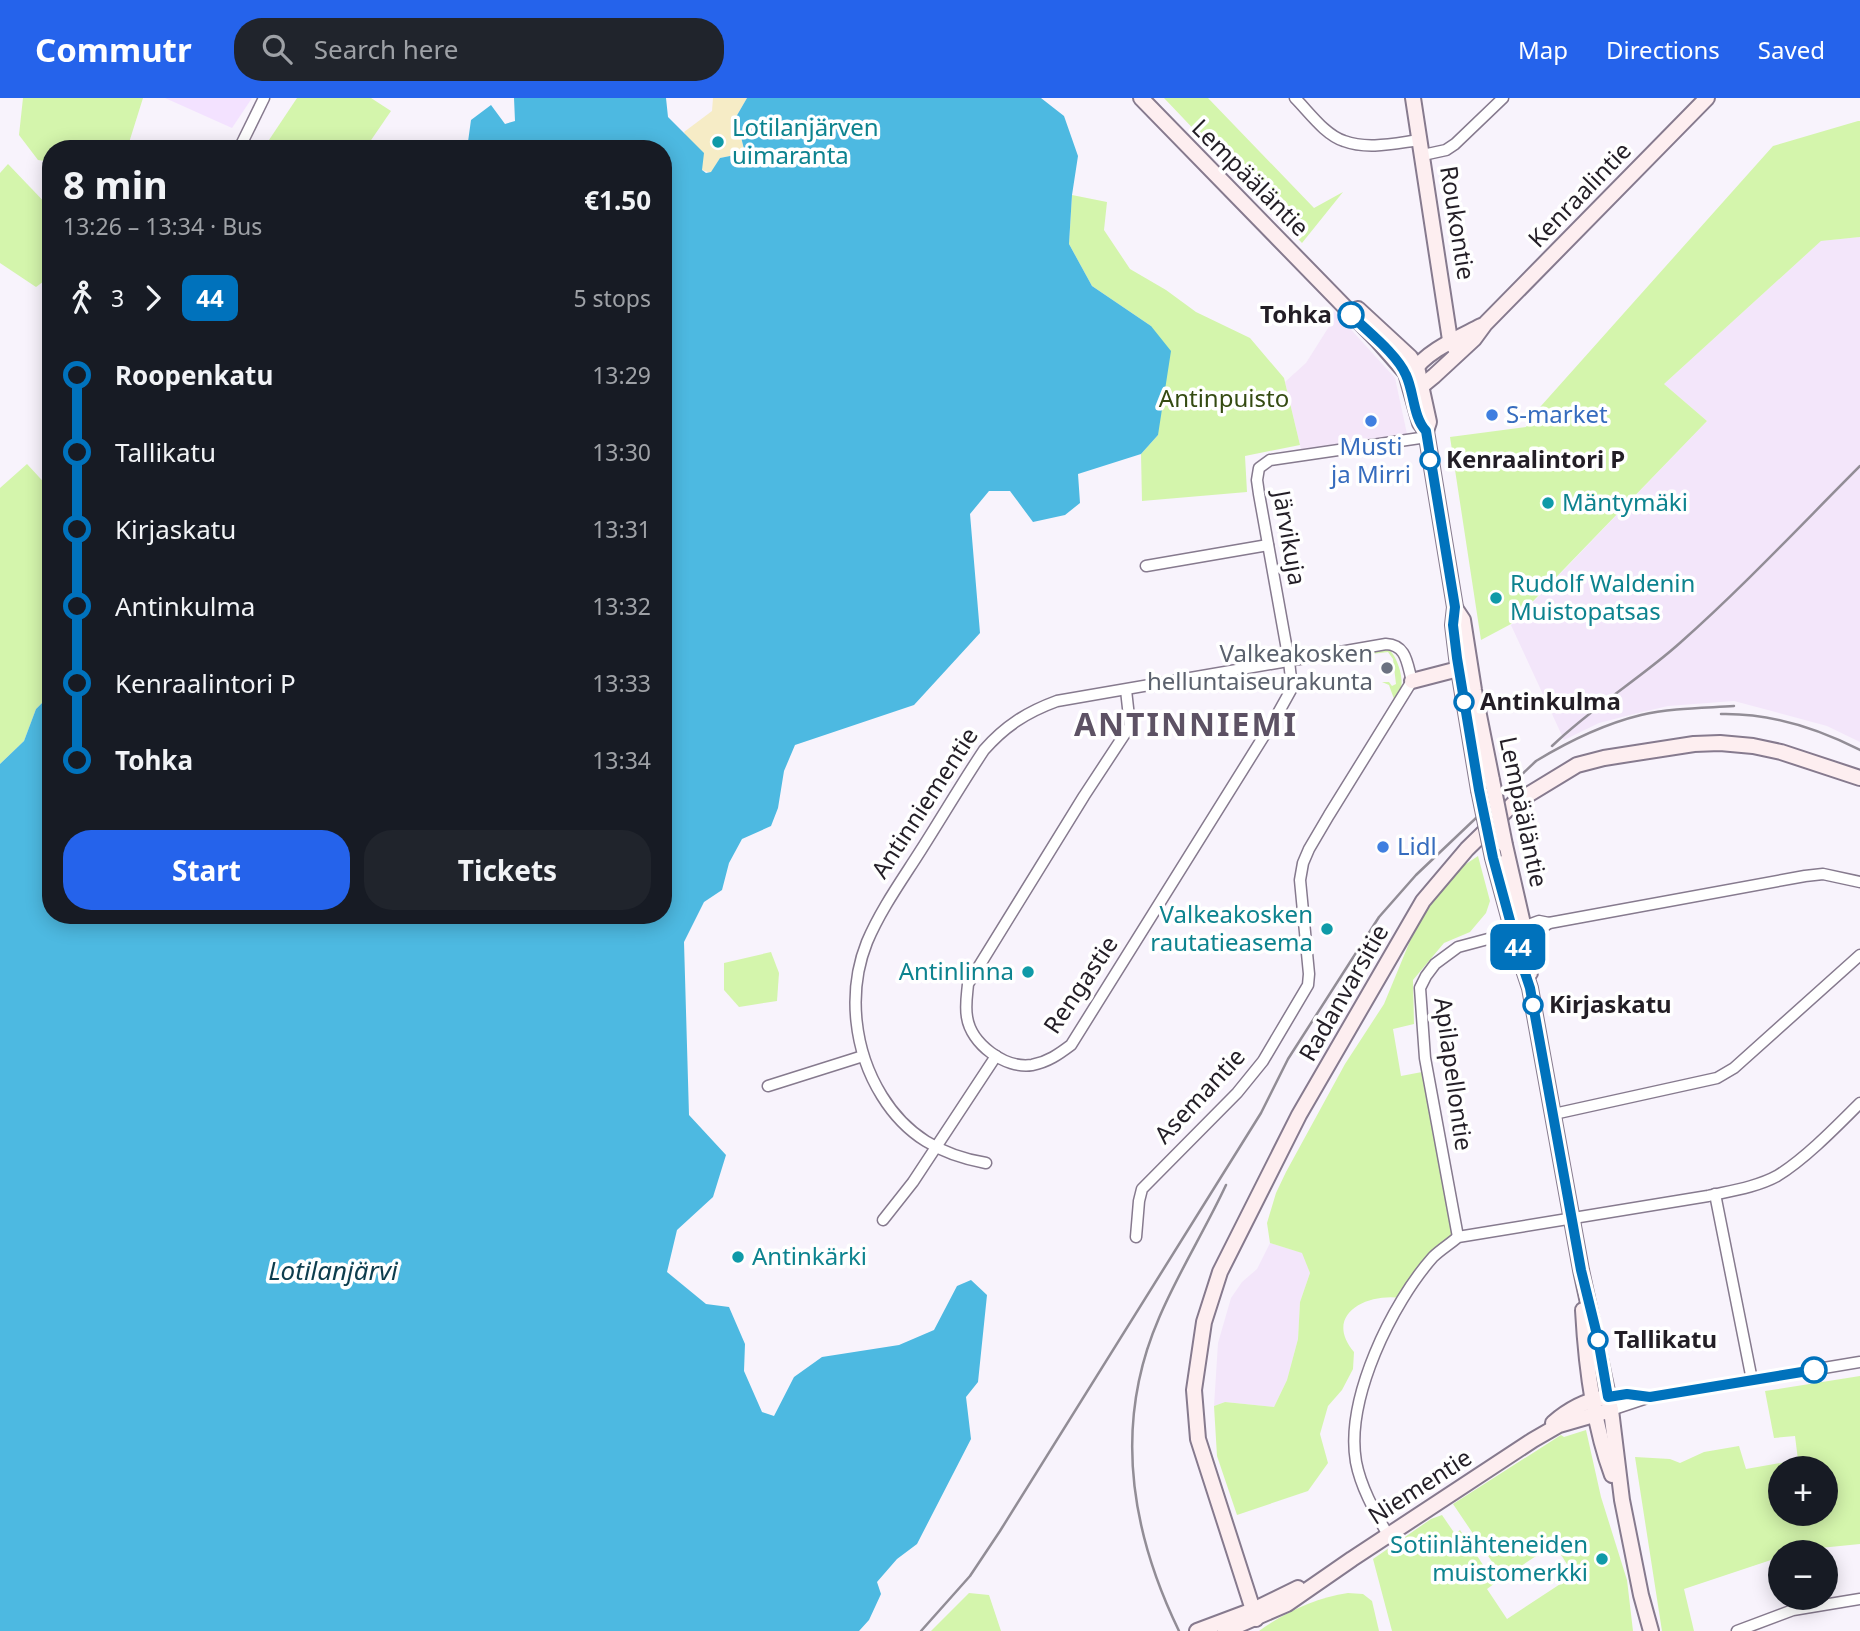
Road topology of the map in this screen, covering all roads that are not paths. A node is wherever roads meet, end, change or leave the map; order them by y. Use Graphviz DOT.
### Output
graph roads {
  1 [pos="264,98"];
  2 [pos="1141,98"];
  3 [pos="1295,98"];
  4 [pos="1413,98"];
  5 [pos="1503,98"];
  6 [pos="1707,98"];
  7 [pos="243,140"];
  8 [pos="1420,140"];
  9 [pos="1423,155"];
  10 [pos="1298,259"];
  11 [pos="1454,347"];
  12 [pos="1417,366"];
  13 [pos="1417,386"];
  14 [pos="1426,434"];
  15 [pos="1268,545"];
  16 [pos="1146,566"];
  17 [pos="1289,661"];
  18 [pos="1463,671"];
  19 [pos="1412,681"];
  20 [pos="1126,690"];
  21 [pos="1860,778"];
  22 [pos="1860,882"];
  23 [pos="1521,930"];
  24 [pos="1860,955"];
  25 [pos="863,1056"];
  26 [pos="996,1056"];
  27 [pos="768,1086"];
  28 [pos="1860,1103"];
  29 [pos="1554,1114"];
  30 [pos="934,1146"];
  31 [pos="986,1163"];
  32 [pos="1715,1194"];
  33 [pos="1572,1219"];
  34 [pos="883,1220"];
  35 [pos="1136,1237"];
  36 [pos="1458,1237"];
  37 [pos="1860,1362"];
  38 [pos="1752,1380"];
  39 [pos="1602,1405"];
  40 [pos="1388,1535"];
  41 [pos="1641,1595"];
  42 [pos="1860,1599"];
  43 [pos="1259,1613"];
  44 [pos="1199,1630"];
  45 [pos="1225,1631"];
  46 [pos="1644,1631"];
  47 [pos="1651,1631"];
  48 [pos="1737,1631"];
  1 -- 7 [label="street"];
  2 -- 10 [label="main road, Lempääläntie"];
  3 -- 8 [label="street"];
  4 -- 8 [label="main road, Roukontie"];
  5 -- 9 [label="street"];
  6 -- 11 [label="main road, Kenraalintie"];
  8 -- 9 [label="main road, Roukontie"];
  9 -- 11 [label="main road, Roukontie"];
  10 -- 12 [label="main road, Lempääläntie"];
  10 -- 13 [label="main road, Lempääläntie"];
  11 -- 12 [label="main road, Kenraalintie"];
  11 -- 13 [label="main road, Kenraalintie"];
  12 -- 13 [label="main road"];
  13 -- 14 [label="main road, Lempääläntie"];
  14 -- 15 [label="street, Järvikuja"];
  14 -- 18 [label="main road, Lempääläntie"];
  15 -- 16 [label="street"];
  15 -- 17 [label="street, Järvikuja"];
  17 -- 19 [label="street, Antinniementie"];
  17 -- 20 [label="street, Antinniementie"];
  17 -- 26 [label="street, Rengastie"];
  18 -- 19 [label="main road"];
  18 -- 23 [label="main road, Lempääläntie, bridge"];
  18 -- 23 [label="main road, Lempääläntie, bridge"];
  19 -- 35 [label="street, Asemantie"];
  20 -- 25 [label="street, Antinniementie"];
  20 -- 26 [label="street"];
  21 -- 43 [label="main road, Radanvarsitie"];
  22 -- 23 [label="street"];
  23 -- 29 [label="main road, Lempääläntie"];
  23 -- 36 [label="street, Apilapellontie"];
  24 -- 29 [label="street"];
  25 -- 27 [label="street"];
  25 -- 30 [label="street, Antinniementie"];
  26 -- 30 [label="street"];
  28 -- 32 [label="street"];
  29 -- 33 [label="main road, Lempääläntie"];
  30 -- 31 [label="street, Antinniementie"];
  30 -- 34 [label="street"];
  32 -- 33 [label="street"];
  32 -- 38 [label="street"];
  33 -- 36 [label="street"];
  33 -- 39 [label="main road, Lempääläntie"];
  36 -- 40 [label="street"];
  37 -- 38 [label="street"];
  38 -- 39 [label="street"];
  39 -- 40 [label="main road, Niementie"];
  39 -- 41 [label="main road, Lempääläntie"];
  40 -- 43 [label="main road, Niementie"];
  41 -- 46 [label="main road, Lempääläntie"];
  41 -- 47 [label="main road, Lempääläntie"];
  42 -- 48 [label="street"];
  43 -- 44 [label="main road, Niementie"];
  43 -- 45 [label="main road, Niementie"];
}
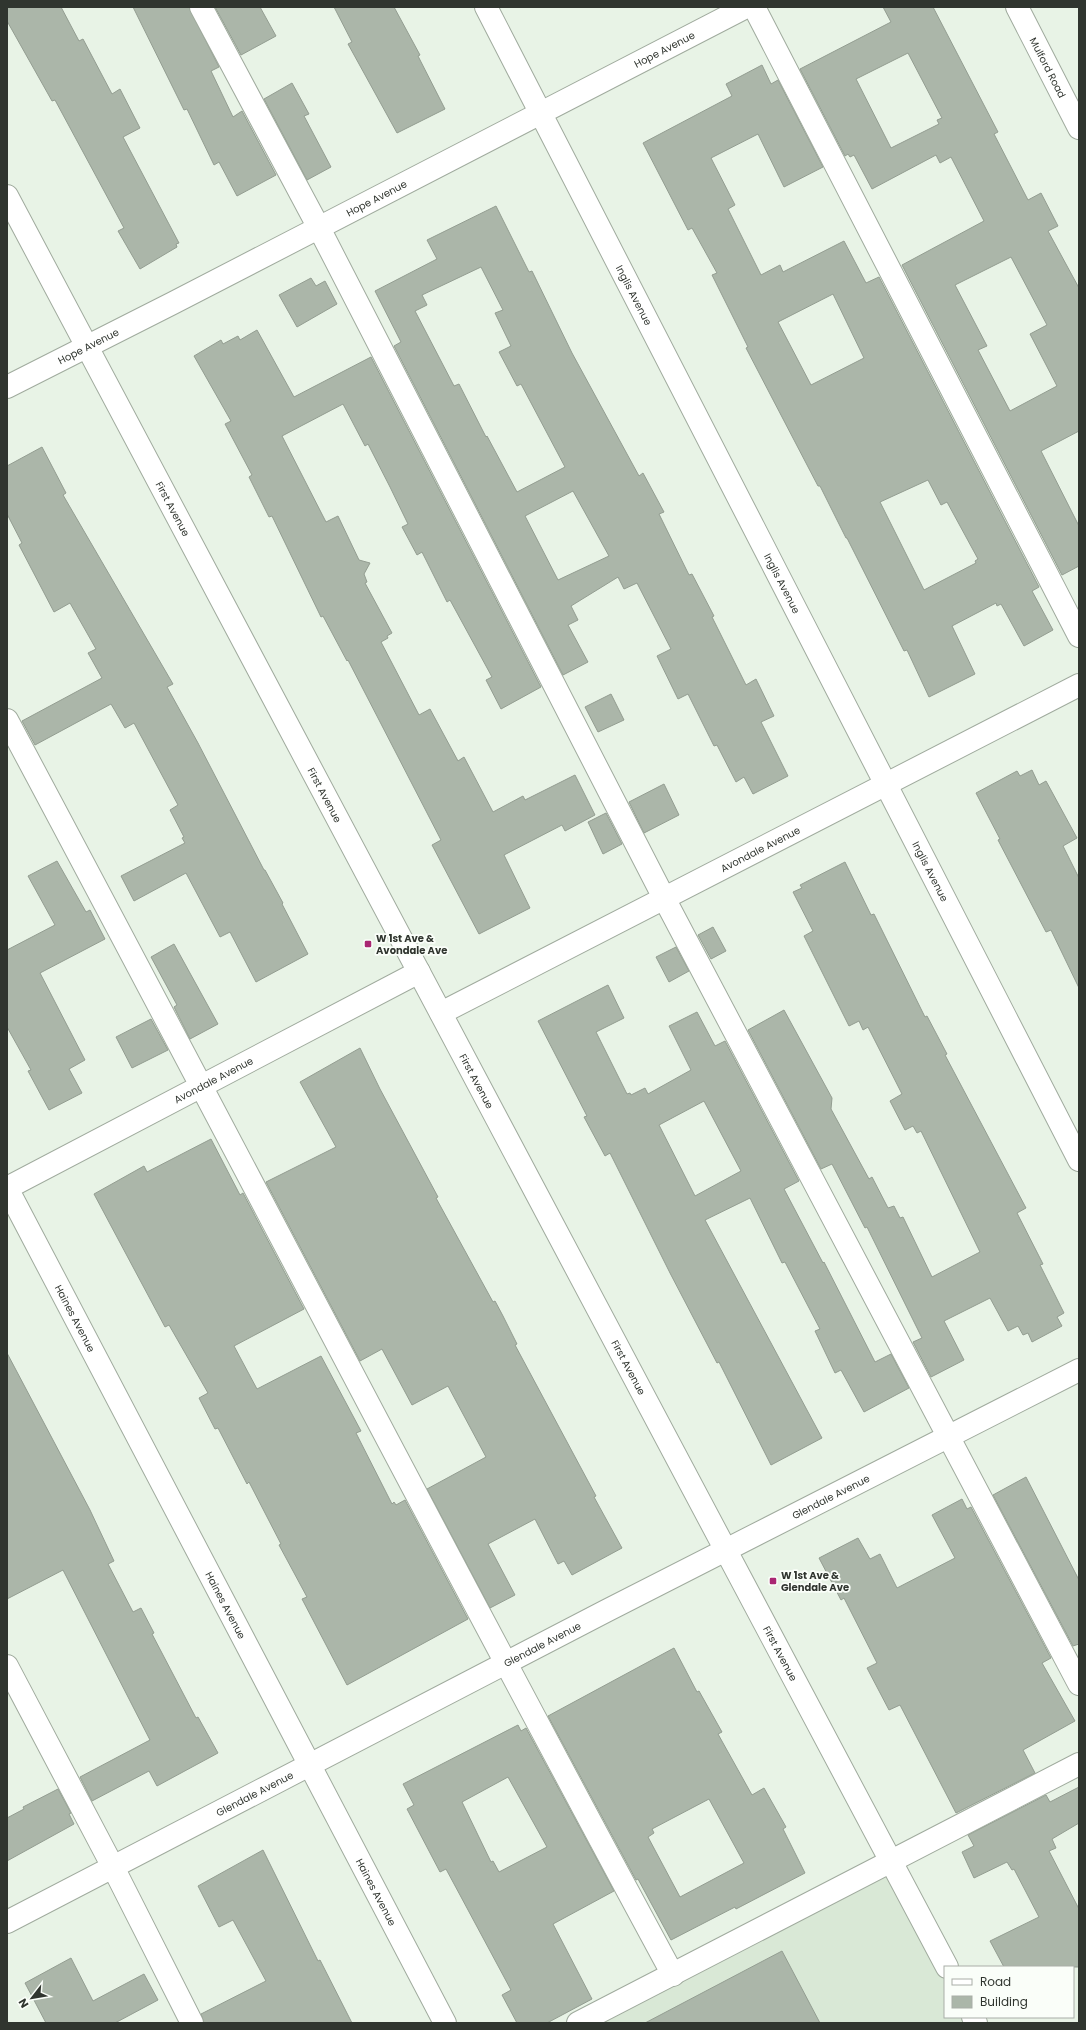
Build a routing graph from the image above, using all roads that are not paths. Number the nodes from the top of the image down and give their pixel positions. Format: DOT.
graph roads {
  1 [pos="201,7"];
  2 [pos="486,7"];
  3 [pos="746,7"];
  4 [pos="754,7"];
  5 [pos="1017,7"];
  6 [pos="541,113"];
  7 [pos="1079,128"];
  8 [pos="7,196"];
  9 [pos="319,228"];
  10 [pos="88,346"];
  11 [pos="7,387"];
  12 [pos="1079,636"];
  13 [pos="1079,685"];
  14 [pos="7,720"];
  15 [pos="885,784"];
  16 [pos="664,898"];
  17 [pos="419,972"];
  18 [pos="441,1013"];
  19 [pos="203,1086"];
  20 [pos="1079,1160"];
  21 [pos="7,1188"];
  22 [pos="1079,1370"];
  23 [pos="948,1436"];
  24 [pos="726,1550"];
  25 [pos="504,1664"];
  26 [pos="7,1666"];
  27 [pos="1079,1684"];
  28 [pos="1079,1764"];
  29 [pos="309,1765"];
  30 [pos="892,1862"];
  31 [pos="113,1867"];
  32 [pos="7,1922"];
  33 [pos="946,1966"];
  34 [pos="673,1974"];
  35 [pos="192,2023"];
  36 [pos="444,2023"];
  37 [pos="578,2023"];
  1 -- 9 [label="street"];
  2 -- 6 [label="street, Inglis Avenue"];
  3 -- 6 [label="street, Hope Avenue"];
  4 -- 12 [label="street"];
  5 -- 7 [label="street, Mulford Road"];
  6 -- 9 [label="street, Hope Avenue"];
  6 -- 15 [label="street, Inglis Avenue"];
  8 -- 10 [label="street, First Avenue"];
  9 -- 10 [label="street, Hope Avenue"];
  9 -- 16 [label="street"];
  10 -- 11 [label="street, Hope Avenue"];
  10 -- 17 [label="street, First Avenue"];
  13 -- 15 [label="street, Avondale Avenue"];
  14 -- 19 [label="street"];
  15 -- 16 [label="street, Avondale Avenue"];
  15 -- 20 [label="street, Inglis Avenue"];
  16 -- 18 [label="street, Avondale Avenue"];
  16 -- 23 [label="street"];
  17 -- 18 [label="street, First Avenue"];
  17 -- 19 [label="street, Avondale Avenue"];
  18 -- 24 [label="street, First Avenue"];
  19 -- 21 [label="street, Avondale Avenue"];
  19 -- 25 [label="street"];
  21 -- 29 [label="street, Haines Avenue"];
  22 -- 23 [label="street, Glendale Avenue"];
  23 -- 24 [label="street, Glendale Avenue"];
  23 -- 27 [label="street"];
  24 -- 25 [label="street, Glendale Avenue"];
  24 -- 30 [label="street, First Avenue"];
  25 -- 29 [label="street, Glendale Avenue"];
  25 -- 34 [label="street"];
  26 -- 31 [label="street"];
  28 -- 30 [label="street"];
  29 -- 31 [label="street, Glendale Avenue"];
  29 -- 36 [label="street, Haines Avenue"];
  30 -- 33 [label="street, First Avenue"];
  30 -- 34 [label="street"];
  31 -- 32 [label="street, Glendale Avenue"];
  31 -- 35 [label="street"];
  34 -- 37 [label="street"];
}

- Task prompt: I need every line of the material that includes "Antinniementie", so please copy them out.

- Solved problem:
  17 -- 19 [label="street, Antinniementie"];
  17 -- 20 [label="street, Antinniementie"];
  20 -- 25 [label="street, Antinniementie"];
  25 -- 30 [label="street, Antinniementie"];
  30 -- 31 [label="street, Antinniementie"];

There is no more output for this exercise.